-- Records shown --
- Opening Delimiter -

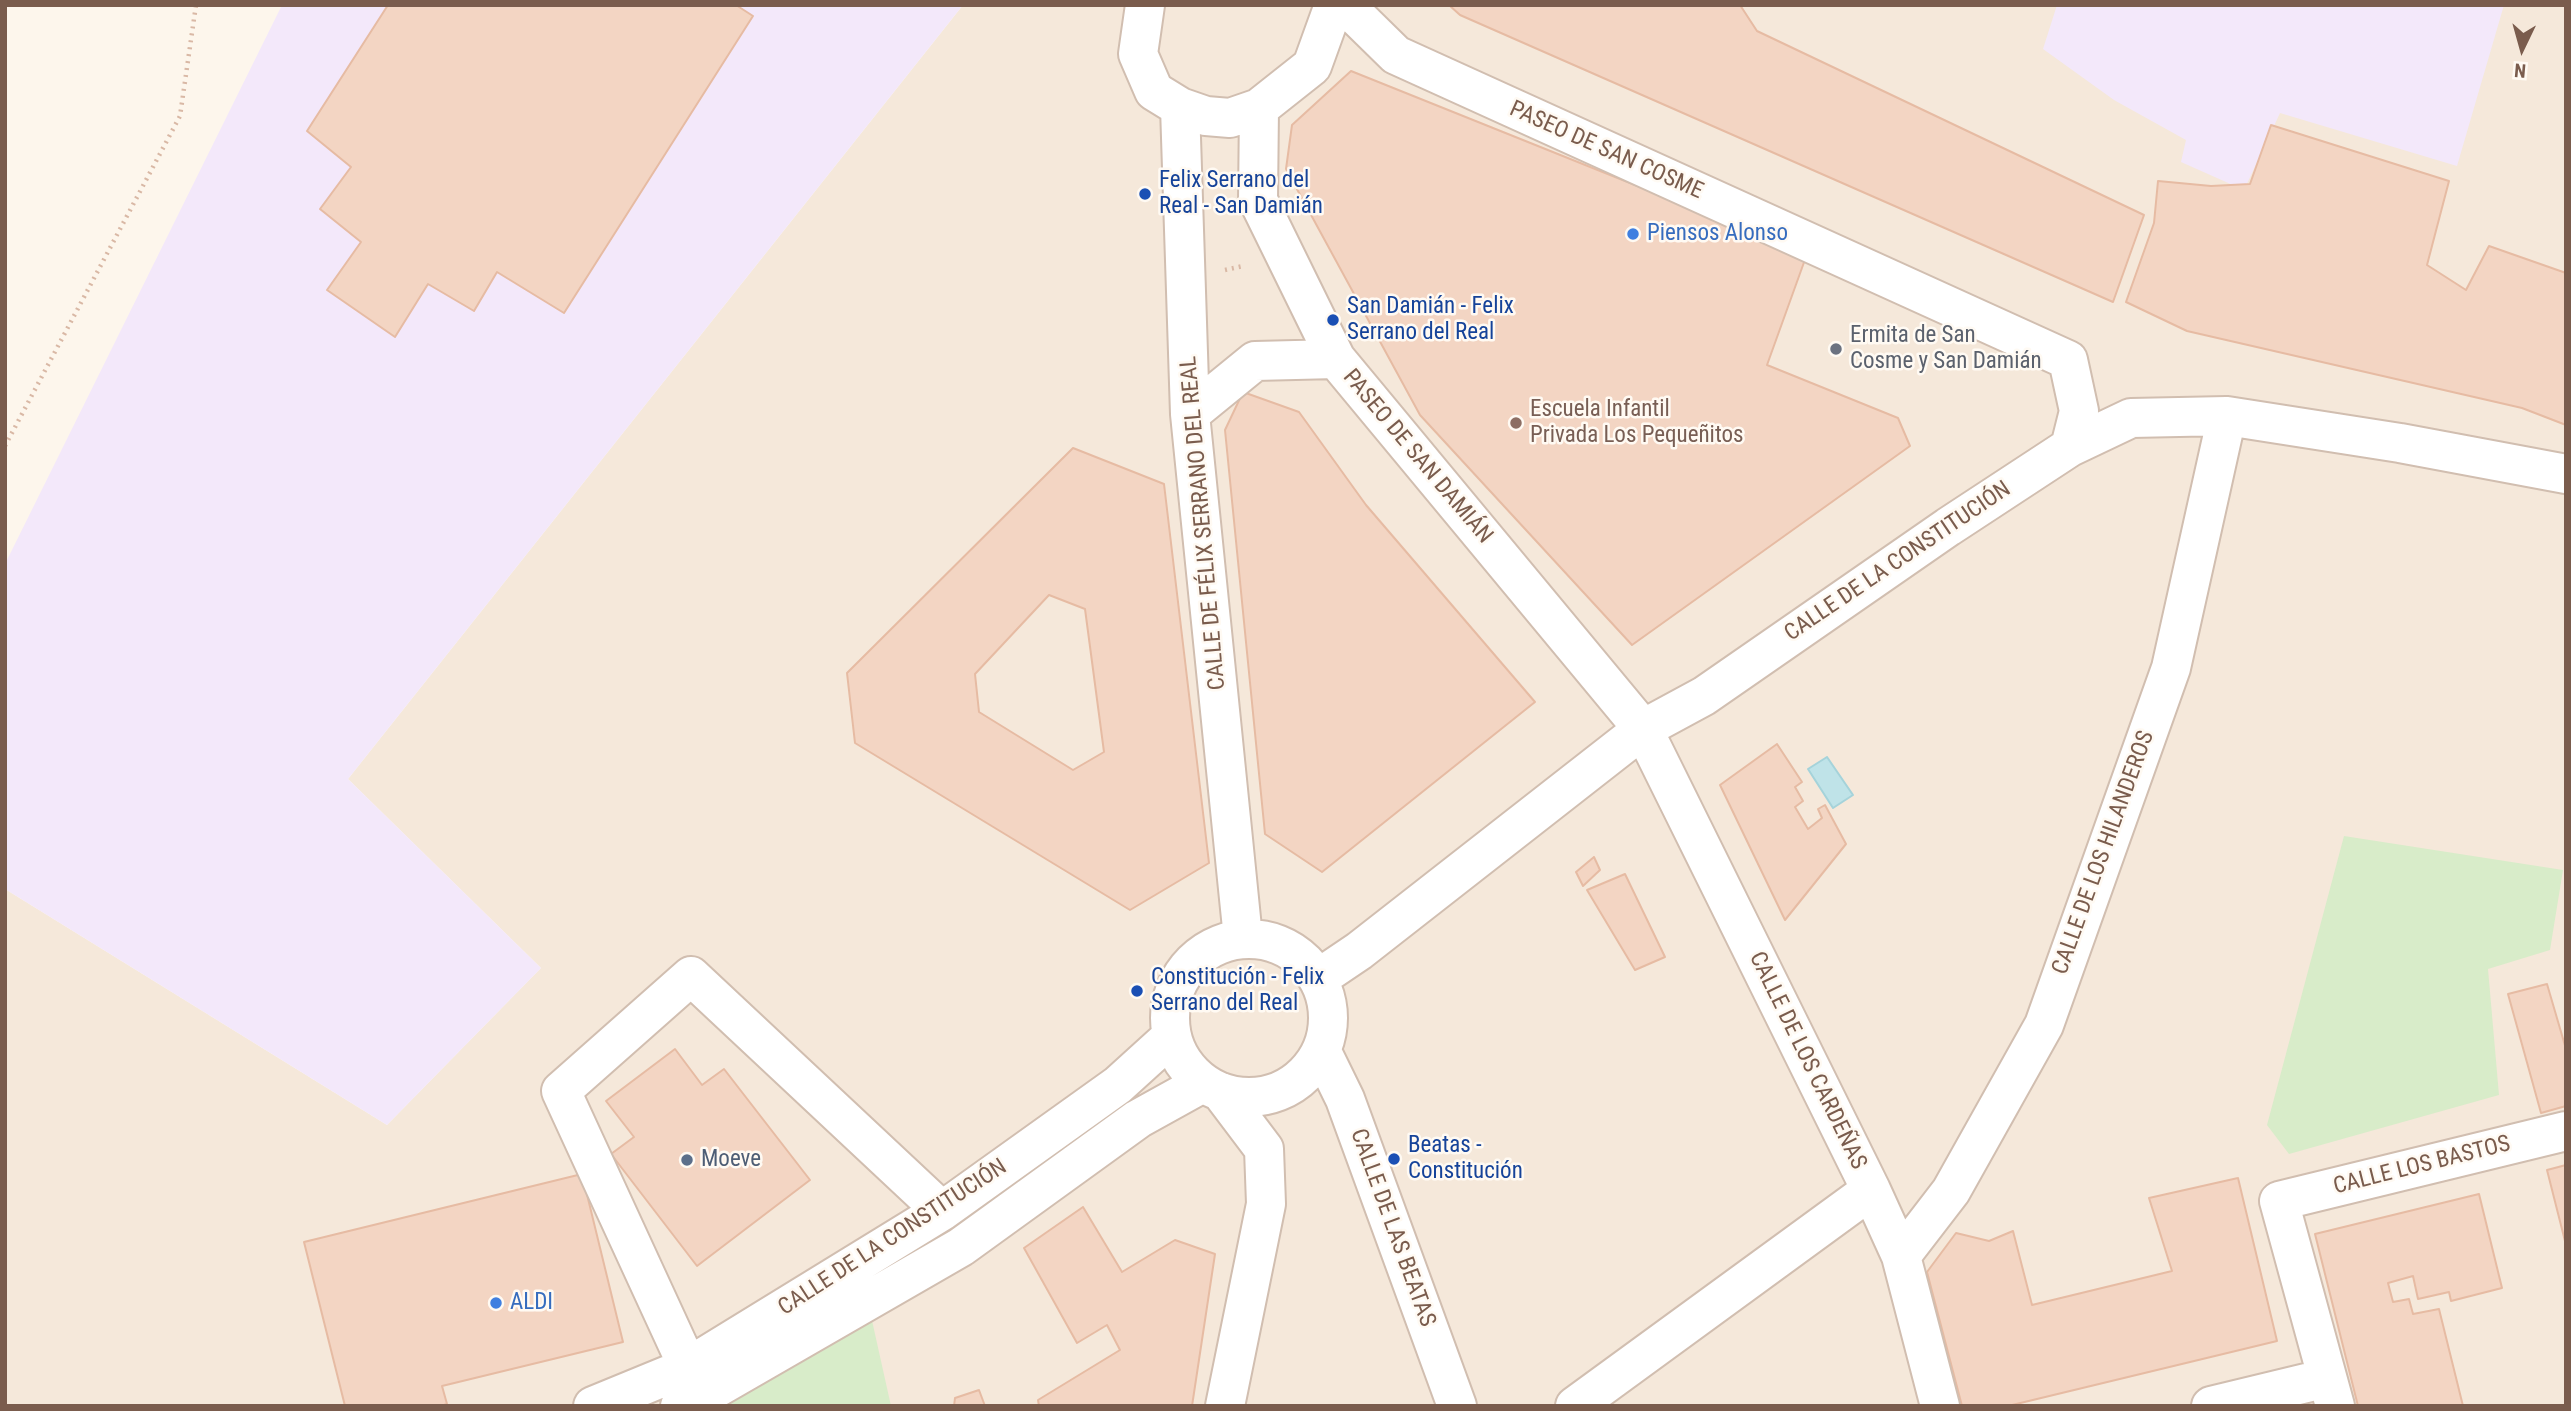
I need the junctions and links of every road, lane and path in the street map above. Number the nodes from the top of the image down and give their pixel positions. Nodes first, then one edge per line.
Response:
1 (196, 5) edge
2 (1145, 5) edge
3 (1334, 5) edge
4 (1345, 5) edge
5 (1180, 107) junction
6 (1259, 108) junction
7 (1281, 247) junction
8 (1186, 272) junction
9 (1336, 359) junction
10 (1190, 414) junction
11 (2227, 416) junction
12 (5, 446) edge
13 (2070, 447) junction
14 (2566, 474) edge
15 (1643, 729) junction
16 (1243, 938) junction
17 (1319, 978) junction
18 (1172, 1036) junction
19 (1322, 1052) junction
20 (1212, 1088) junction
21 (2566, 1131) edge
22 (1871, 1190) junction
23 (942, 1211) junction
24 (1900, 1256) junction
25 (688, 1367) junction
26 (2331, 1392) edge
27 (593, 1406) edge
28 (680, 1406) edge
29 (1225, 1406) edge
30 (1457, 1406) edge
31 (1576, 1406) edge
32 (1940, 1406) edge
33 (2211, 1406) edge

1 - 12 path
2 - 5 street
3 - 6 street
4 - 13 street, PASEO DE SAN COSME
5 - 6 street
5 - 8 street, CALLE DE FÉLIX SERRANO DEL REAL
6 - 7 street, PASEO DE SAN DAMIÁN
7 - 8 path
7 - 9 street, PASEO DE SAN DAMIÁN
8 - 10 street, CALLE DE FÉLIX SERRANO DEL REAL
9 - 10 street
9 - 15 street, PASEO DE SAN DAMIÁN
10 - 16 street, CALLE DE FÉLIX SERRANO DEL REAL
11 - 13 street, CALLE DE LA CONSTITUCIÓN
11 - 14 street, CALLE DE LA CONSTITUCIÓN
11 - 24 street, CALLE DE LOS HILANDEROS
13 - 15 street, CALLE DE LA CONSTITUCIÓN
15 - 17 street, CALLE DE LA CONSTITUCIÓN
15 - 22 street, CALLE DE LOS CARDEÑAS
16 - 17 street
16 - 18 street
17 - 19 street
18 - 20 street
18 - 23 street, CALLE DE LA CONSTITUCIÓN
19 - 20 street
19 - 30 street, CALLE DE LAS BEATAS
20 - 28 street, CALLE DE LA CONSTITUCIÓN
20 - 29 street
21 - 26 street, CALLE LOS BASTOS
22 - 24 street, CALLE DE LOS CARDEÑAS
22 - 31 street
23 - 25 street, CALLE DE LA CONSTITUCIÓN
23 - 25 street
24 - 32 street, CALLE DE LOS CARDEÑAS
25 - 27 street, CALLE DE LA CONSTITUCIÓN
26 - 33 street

- Closing Delimiter -
- Opening Delimiter -

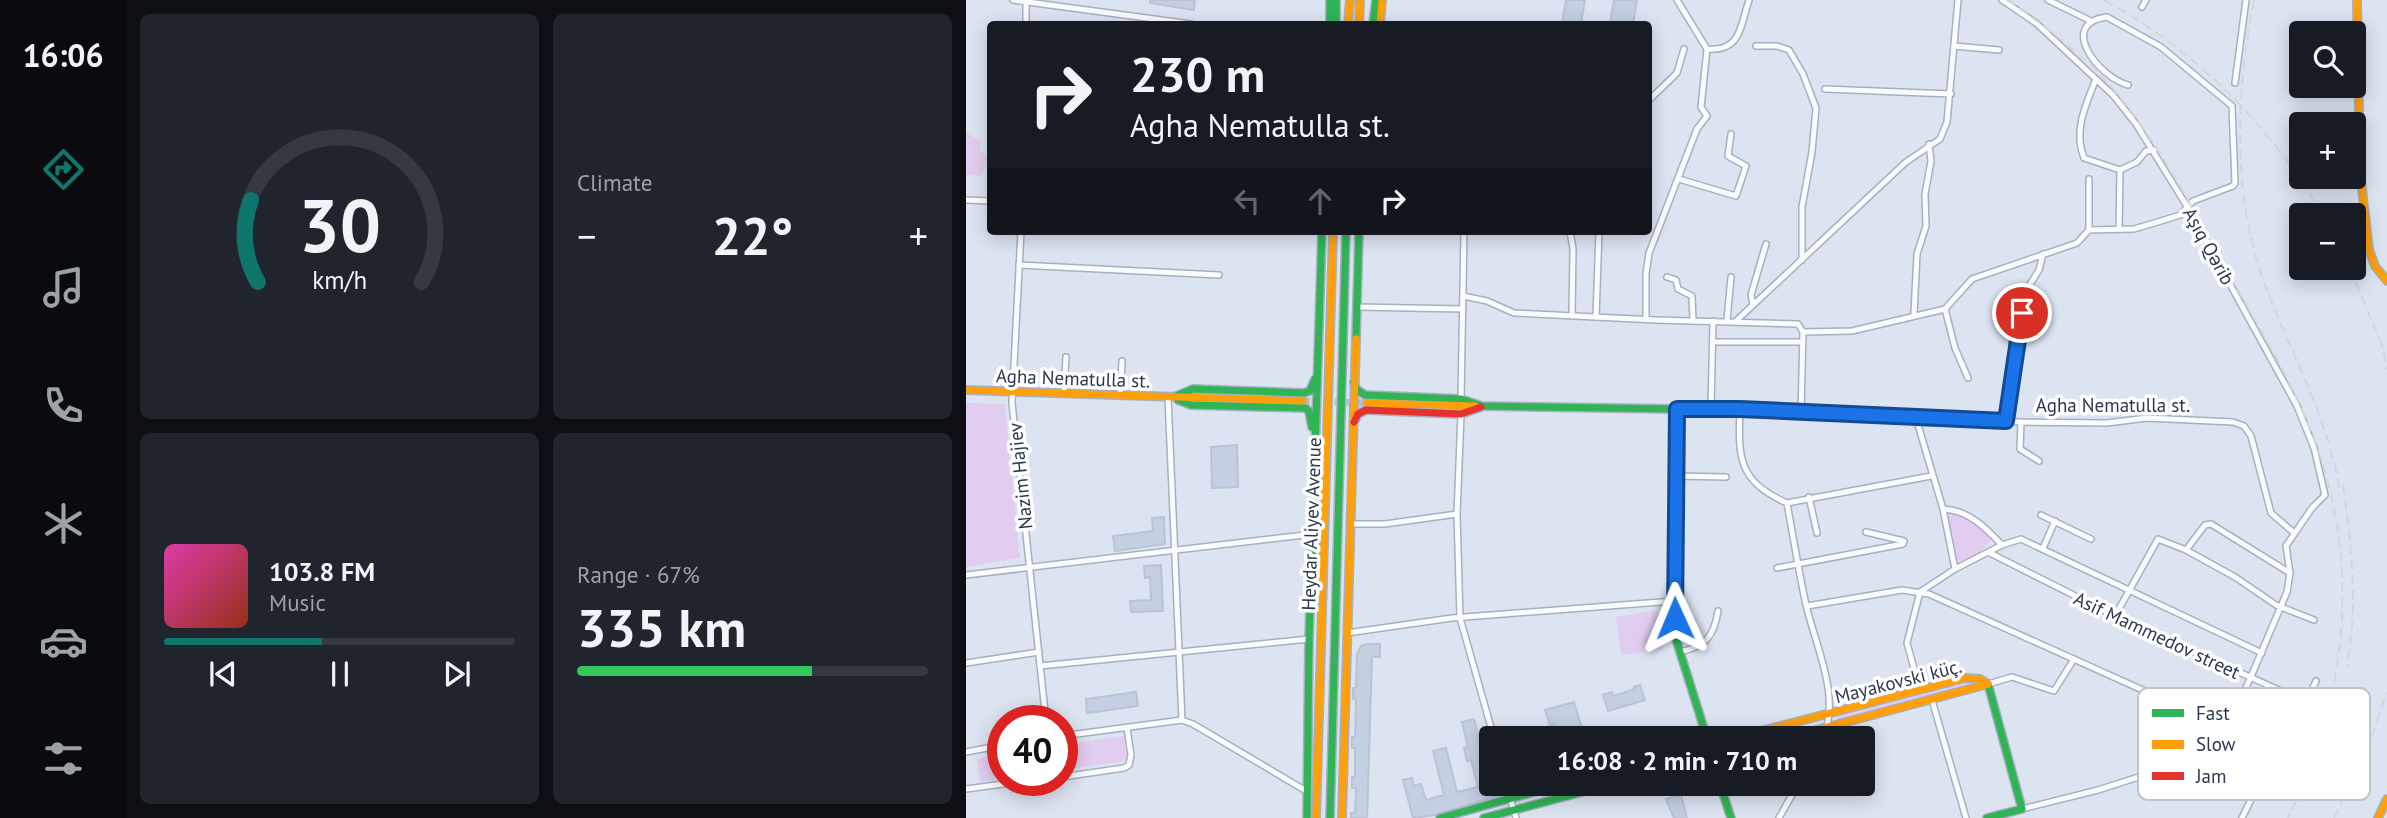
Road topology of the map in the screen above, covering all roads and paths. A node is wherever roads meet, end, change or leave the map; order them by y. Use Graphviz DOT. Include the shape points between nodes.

- Closing Delimiter -
- Opening Delimiter -

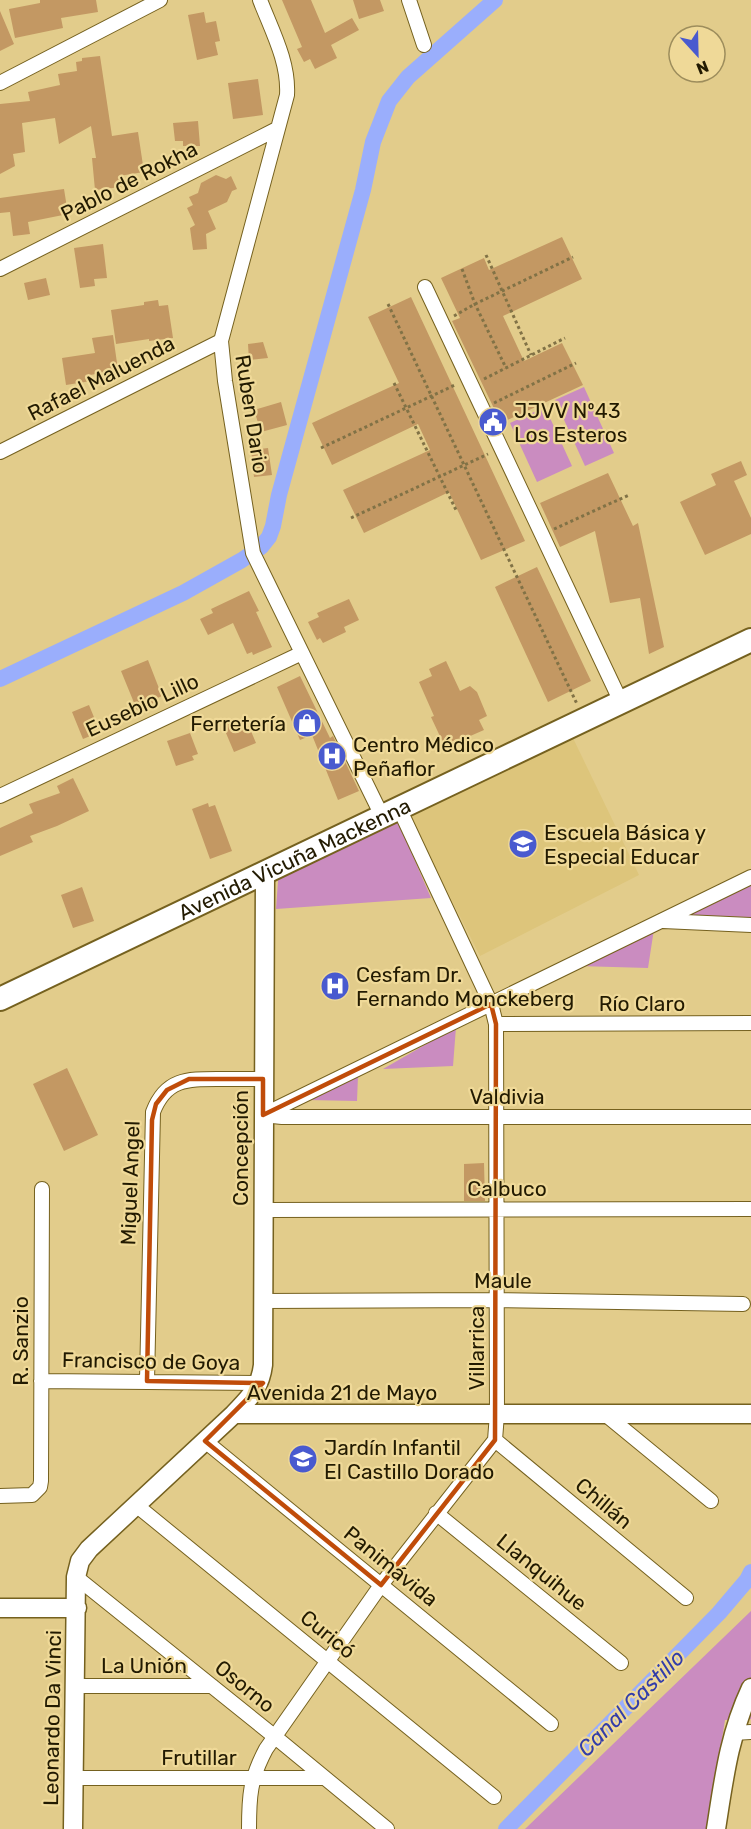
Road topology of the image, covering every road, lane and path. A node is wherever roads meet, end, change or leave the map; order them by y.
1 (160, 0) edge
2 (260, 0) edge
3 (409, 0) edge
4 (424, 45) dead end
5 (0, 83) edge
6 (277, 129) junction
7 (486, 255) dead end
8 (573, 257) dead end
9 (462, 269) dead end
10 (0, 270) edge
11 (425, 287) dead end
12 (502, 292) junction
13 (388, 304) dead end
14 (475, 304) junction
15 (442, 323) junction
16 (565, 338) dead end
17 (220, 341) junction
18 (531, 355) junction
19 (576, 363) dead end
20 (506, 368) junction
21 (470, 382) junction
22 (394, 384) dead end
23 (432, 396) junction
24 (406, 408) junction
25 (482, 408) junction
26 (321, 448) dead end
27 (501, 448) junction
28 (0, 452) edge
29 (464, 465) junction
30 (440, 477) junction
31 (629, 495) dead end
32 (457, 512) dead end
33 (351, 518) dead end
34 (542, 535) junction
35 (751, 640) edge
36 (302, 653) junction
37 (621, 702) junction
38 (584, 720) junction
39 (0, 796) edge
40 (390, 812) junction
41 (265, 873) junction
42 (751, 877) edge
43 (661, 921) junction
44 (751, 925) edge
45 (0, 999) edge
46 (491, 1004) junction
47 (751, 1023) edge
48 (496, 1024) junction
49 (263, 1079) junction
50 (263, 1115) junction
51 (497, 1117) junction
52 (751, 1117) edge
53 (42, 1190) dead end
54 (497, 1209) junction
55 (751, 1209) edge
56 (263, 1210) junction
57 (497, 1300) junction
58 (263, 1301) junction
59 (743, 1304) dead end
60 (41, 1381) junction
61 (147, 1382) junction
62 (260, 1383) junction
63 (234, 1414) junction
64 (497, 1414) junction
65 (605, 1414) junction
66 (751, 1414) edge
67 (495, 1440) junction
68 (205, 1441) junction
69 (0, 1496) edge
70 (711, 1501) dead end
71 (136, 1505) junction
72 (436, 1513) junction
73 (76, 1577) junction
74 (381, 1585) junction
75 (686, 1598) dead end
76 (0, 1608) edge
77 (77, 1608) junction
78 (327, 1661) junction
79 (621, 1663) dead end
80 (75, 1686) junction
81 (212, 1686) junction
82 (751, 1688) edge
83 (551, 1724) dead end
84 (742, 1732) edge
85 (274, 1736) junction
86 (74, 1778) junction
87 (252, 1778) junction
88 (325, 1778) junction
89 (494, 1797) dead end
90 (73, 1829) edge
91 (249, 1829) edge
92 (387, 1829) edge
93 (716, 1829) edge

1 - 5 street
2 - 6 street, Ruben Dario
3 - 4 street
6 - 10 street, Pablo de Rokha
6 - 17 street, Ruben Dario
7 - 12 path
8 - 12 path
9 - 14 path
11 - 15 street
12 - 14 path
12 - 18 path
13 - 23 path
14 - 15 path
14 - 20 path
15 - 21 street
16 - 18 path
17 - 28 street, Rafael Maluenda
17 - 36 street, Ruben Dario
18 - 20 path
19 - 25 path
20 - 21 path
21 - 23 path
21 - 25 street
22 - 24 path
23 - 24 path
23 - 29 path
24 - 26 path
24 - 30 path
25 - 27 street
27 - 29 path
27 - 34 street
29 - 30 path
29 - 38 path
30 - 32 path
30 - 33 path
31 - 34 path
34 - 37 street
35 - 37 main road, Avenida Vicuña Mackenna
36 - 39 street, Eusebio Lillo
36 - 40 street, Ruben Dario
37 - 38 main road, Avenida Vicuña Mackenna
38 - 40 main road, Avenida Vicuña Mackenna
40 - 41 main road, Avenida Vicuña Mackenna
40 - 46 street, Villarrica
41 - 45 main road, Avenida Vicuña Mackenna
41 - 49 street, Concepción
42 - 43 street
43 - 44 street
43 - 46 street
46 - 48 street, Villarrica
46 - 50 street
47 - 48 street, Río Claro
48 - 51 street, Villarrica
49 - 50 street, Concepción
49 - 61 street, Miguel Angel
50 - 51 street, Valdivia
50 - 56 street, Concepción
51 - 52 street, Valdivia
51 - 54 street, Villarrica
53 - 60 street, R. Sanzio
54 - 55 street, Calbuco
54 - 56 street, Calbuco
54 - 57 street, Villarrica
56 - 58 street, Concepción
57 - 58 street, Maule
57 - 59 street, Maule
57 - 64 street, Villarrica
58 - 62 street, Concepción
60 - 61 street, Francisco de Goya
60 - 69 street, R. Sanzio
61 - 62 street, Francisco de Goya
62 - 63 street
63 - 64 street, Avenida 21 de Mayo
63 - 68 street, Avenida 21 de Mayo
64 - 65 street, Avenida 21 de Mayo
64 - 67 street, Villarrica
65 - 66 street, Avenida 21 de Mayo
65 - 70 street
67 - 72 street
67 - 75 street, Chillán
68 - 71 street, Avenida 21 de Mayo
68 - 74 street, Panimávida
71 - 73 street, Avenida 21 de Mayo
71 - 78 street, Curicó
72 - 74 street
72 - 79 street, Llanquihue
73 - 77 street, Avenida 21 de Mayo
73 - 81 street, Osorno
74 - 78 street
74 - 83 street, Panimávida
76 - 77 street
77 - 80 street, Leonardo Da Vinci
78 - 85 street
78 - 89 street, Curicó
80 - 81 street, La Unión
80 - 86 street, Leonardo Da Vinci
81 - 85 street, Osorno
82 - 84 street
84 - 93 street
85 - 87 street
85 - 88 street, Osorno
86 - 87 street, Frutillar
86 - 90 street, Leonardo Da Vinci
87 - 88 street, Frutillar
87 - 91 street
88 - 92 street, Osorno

- Closing Delimiter -

In the listing, find each line with the string "above" and copy it.

I need the junctions and links of every road, lane and path in the street map above. Number the nodes from the top of the image down and give their pixel positions. Nodes first, then one edge per line.
Road topology of the map in the screen above, covering all roads and paths. A node is wherever roads meet, end, change or leave the map; order them by y. Use Graphviz DOT. Include the shape points between nodes.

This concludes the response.